Sophie Barton6 years ago6 min

Inspired by the author’s own experiences with mental health and his work as an associate at London-based Assael Architecture, Happy By Design by architect Ben Channon seeks to open readers’ eyes to often-ignored wellbeing implications of the buildings they work in and those which they call home.

In the UK alone, one in four people will experience problems with their mental wellbeing. And as we spend between 80 and 90 percent of our time inside buildings, the spaces we live and work in are going to have a significant impact on our physical and mental wellbeing.

Making rooms, homes and offices happier

As issues around physical and mental wellbeing become more prominent in the media and wider society, ‘Happy by Design’ offers design tips and tricks to everyone from property developers, architects, stay at home parents, university students or the recently retired, and outlines simple ways they can make rooms, homes or offices happier places to be in.

The book has already won favour from some of architecture’s most prominent spokespersons, including TV-star Kevin McCloud of Grand Designs saying that “anyone building a house should read this first. As should every single developer.”

Areas to consider

Each chapter of ‘Happy by Design’, out on RIBA Publishing, covers a specific area of design and interior design that needs to be considered, such as light, nature and materials. For those seeking to start from the ground up, ‘Happy by Design’ contains layout guidance, room proportions and positioning to make sure that homes are happy, from the front door to the roof tiles.

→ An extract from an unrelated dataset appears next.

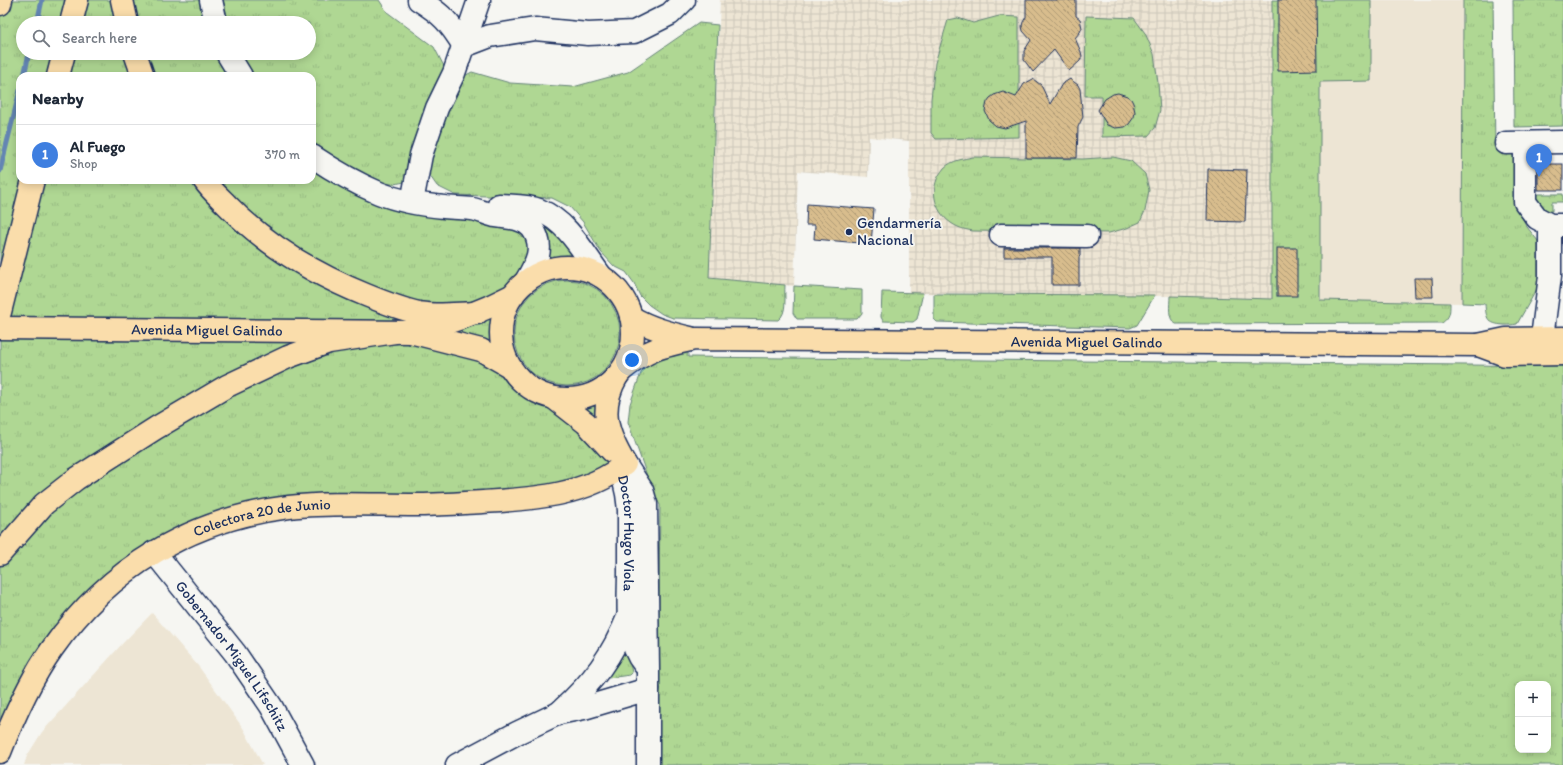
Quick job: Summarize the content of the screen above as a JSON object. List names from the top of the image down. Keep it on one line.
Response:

Channon’s relationship with mental wellbeing in design is both personal and professional

David Byers, assistant property editor, The Times comments ‘In this book, Channon attempts to revolutionise the places we live, calling for radical new approaches to lighting, ventilation, noise-proofing and outside space.’

Channon’s relationship with mental wellbeing in design is both personal and professional. During the final part of his architectural studies, his mental health took a turn for the worse. However, from this experience, Ben realised that mental health issues are universal and that anyone can find themselves struggling.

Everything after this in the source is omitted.